Senior GRC Analyst

Business Summary:

Deltek's Global Information Security team has a passion for simplifying the delivery of information security in a complex industry. As part of our dynamic team, you will help deliver creative security services to continuously improve the first-rate protection of Deltek’s Information Assets. Join us as we create innovative solutions to further security as a differentiator for Deltek.

Summary:

This role is responsible for providing information security risk management and compliance subject matter expertise for the entire enterprise and portfolio of products. Information security risk management and compliance are critical parts of Deltek’s business and product strategy. In this role, you would be working with a team of information security, risk management, and compliance professionals to protect the company brand, corporate reputation, and information assets.

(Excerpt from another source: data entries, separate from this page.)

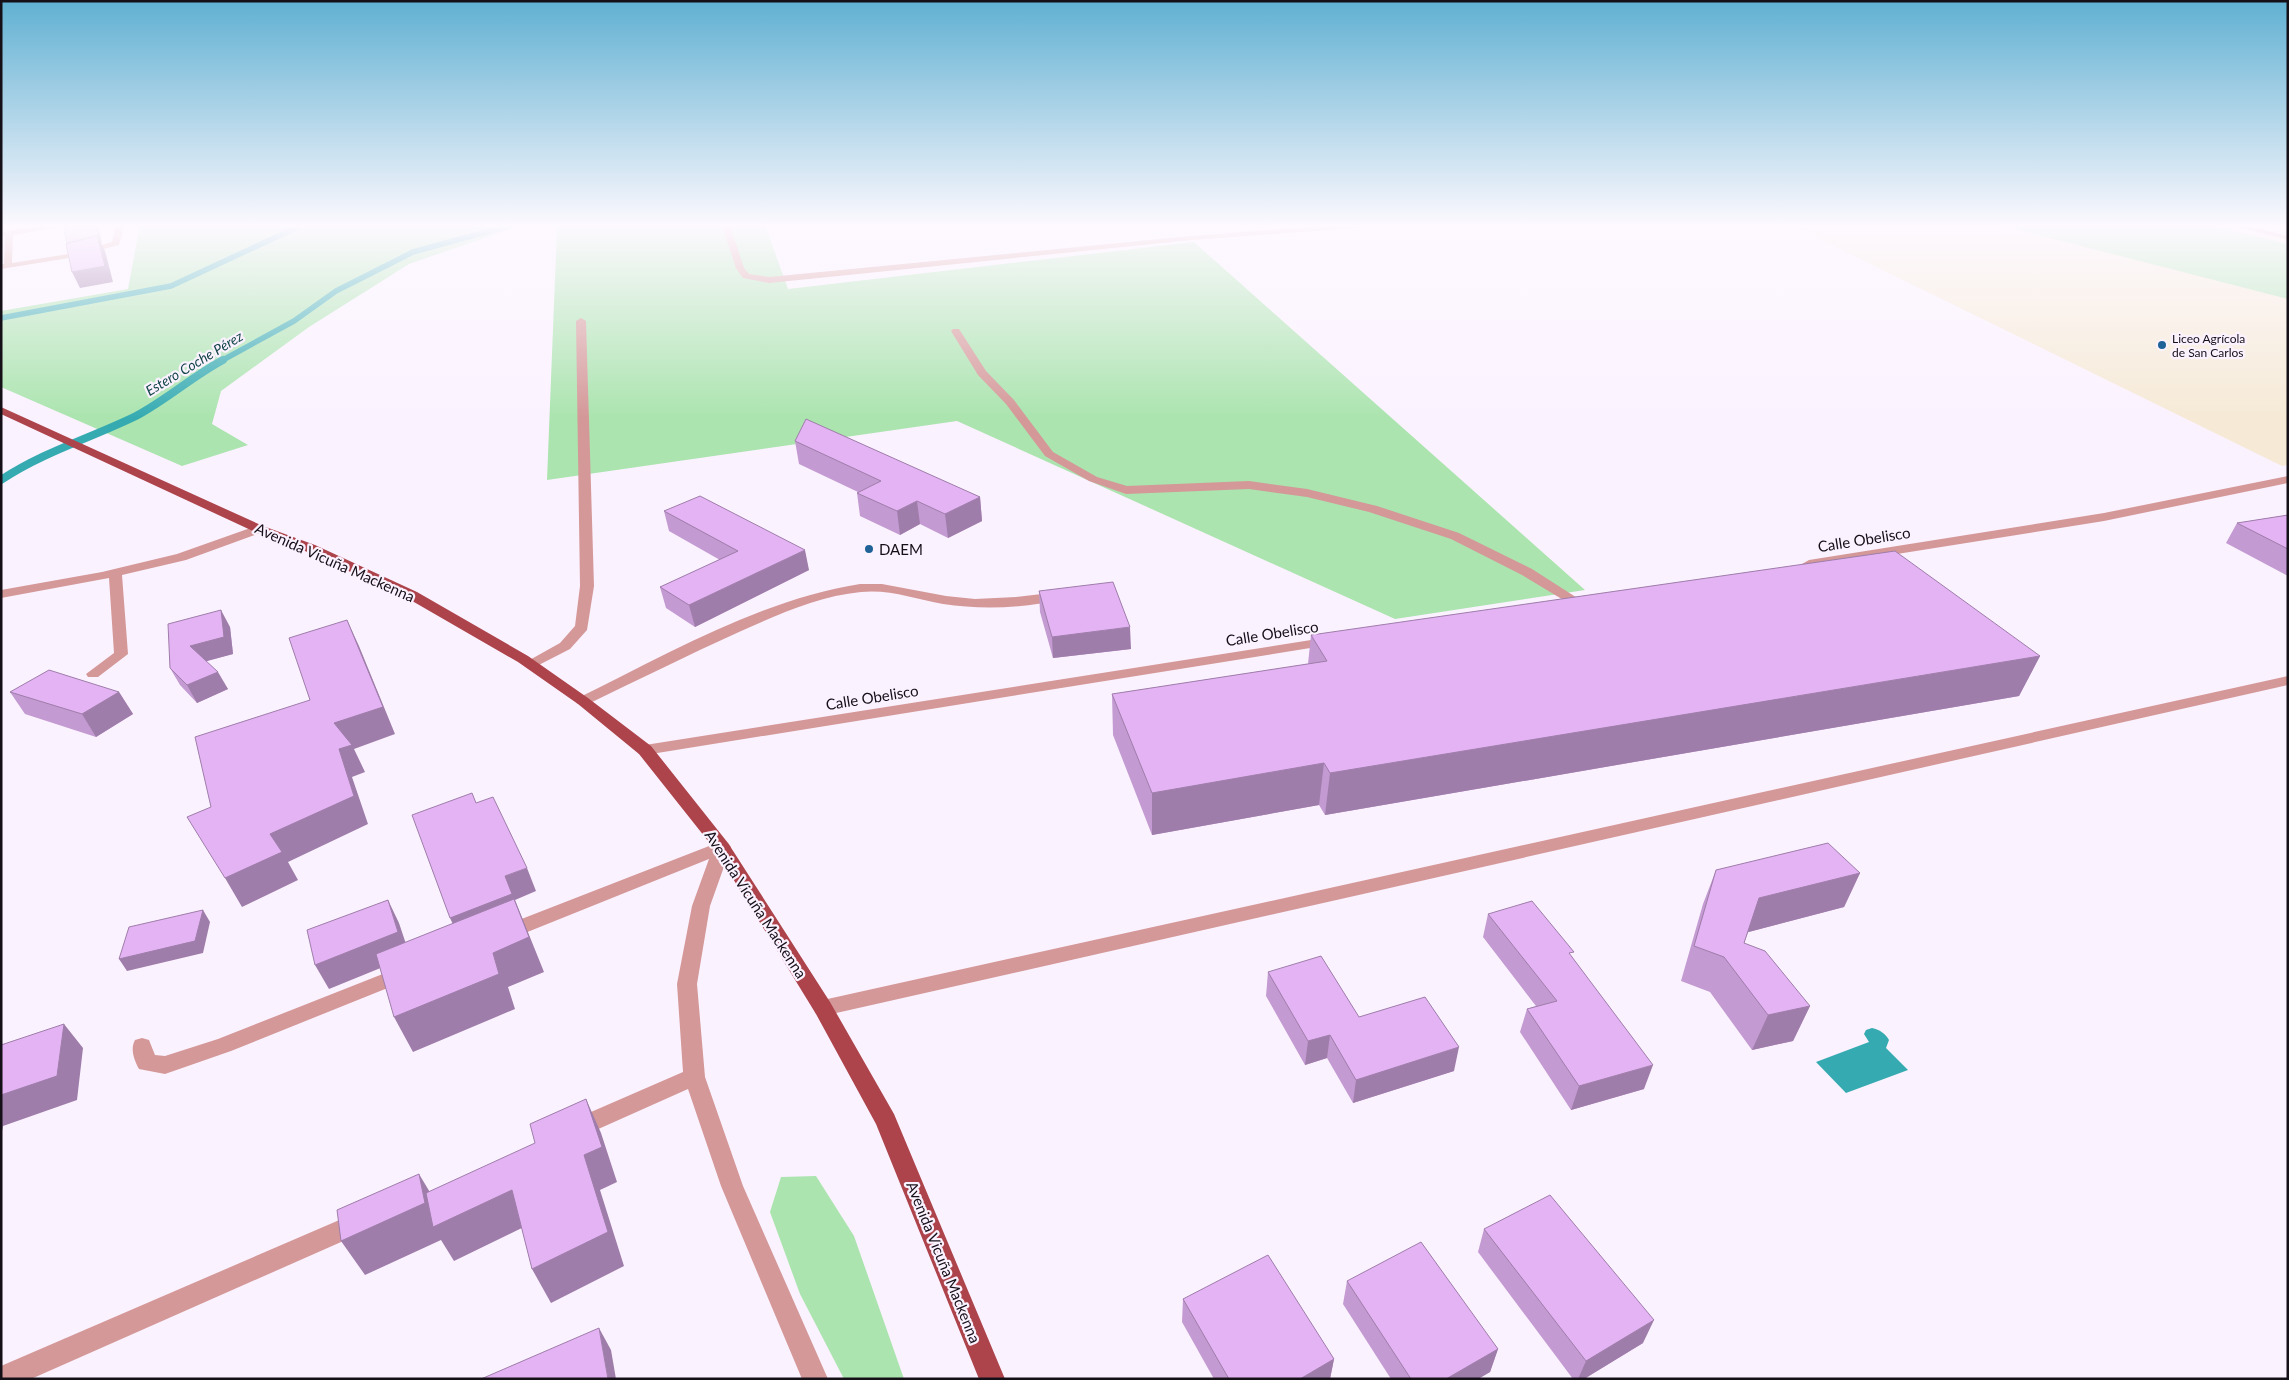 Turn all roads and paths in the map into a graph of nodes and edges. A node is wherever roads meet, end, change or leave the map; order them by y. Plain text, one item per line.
1 (581, 322) dead end
2 (956, 331) dead end
3 (1, 410) edge
4 (2288, 479) edge
5 (259, 529) junction
6 (1791, 567) edge
7 (115, 573) junction
8 (1, 594) edge
9 (1073, 594) edge
10 (1556, 604) edge
11 (1340, 639) edge
12 (531, 665) junction
13 (93, 674) dead end
14 (2288, 680) edge
15 (583, 701) junction
16 (645, 750) junction
17 (722, 847) junction
18 (492, 939) edge
19 (418, 968) edge
20 (823, 1008) junction
21 (142, 1046) dead end
22 (694, 1077) junction
23 (558, 1137) edge
24 (375, 1216) edge
25 (2, 1379) edge
26 (815, 1379) edge
27 (992, 1379) edge

1 - 12 street
2 - 10 street
3 - 5 main road, Avenida Vicuña Mackenna
4 - 6 street, Calle Obelisco
5 - 7 street
5 - 12 main road, Avenida Vicuña Mackenna
7 - 8 street
7 - 13 street
9 - 15 street
11 - 16 street, Calle Obelisco
12 - 15 main road, Avenida Vicuña Mackenna
14 - 20 street
15 - 16 main road, Avenida Vicuña Mackenna
16 - 17 main road, Avenida Vicuña Mackenna
17 - 18 street
17 - 20 main road, Avenida Vicuña Mackenna
17 - 22 street
19 - 21 street
20 - 27 main road, Avenida Vicuña Mackenna
22 - 23 street
22 - 26 street
24 - 25 street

The Senior Governance, Risk, & Compliance (GRC) Analyst reports directly to the Director of GRC and is responsible for fulfilling and maturing services provided by the GRC team.

Responsibilities:

• Provide subject matter expertise related to NIST 800-53, FedRAMP, CMMC, ISO27001, PCI DSS, SOC 1, SOC 2, and other information security regulations.
• Maintain, and mature GRC services as a primary or backup service owner (e.g., Policy Management, Risk Management, Customer Security Due Diligence, Business Continuity Planning, etc.)
• Track assigned information security risks through the Risk Management process.
• Perform data quality reviews for GRC process measurement.
• Prepare risk management metrics and reporting.
• Work with Deltek technical and business professionals to determine appropriate risk treatment decisions and plans.
• Utilize governance, risk, and compliance (GRC) tools to manage a list of external authoritative sources, information technology controls, corporate policies and procedures, vendor management systems, and risk management workflows.
• Facilitate gathering, reviewing, and assembling internal and external audit evidence.
• Support projects as assigned to enhance Deltek compliance capabilities.
• Maintain proficiency with applicable laws, regulations, and standards.
• Support internal risk and compliance meetings as a subject matter expert.
• Draft and maintain compliance documents (e.g., policies, standards, procedures, etc.).
• Coordinate the adoption of information security best practices throughout the enterprise.

Requirements:

• B.S. degree (Information Security, Computer Science, MIS, or equivalent program preferred)
• Minimum 3 years of combined experience in Information security, compliance, technology audit, or a related field.
• Experience with NIST SP 800-53, ISO 27001, PCI DSS, or SOC 1/2.
• Strong written and verbal communication skills.
• Experience working in a collaborative team environment.

Preferences:

• CISSP, CISA, or other related information security certification desired.
• FedRAMP, NIST 800-171, CSA CCM, CIS Security Framework experience desired.
• Experience with software development in a cloud environment is desired.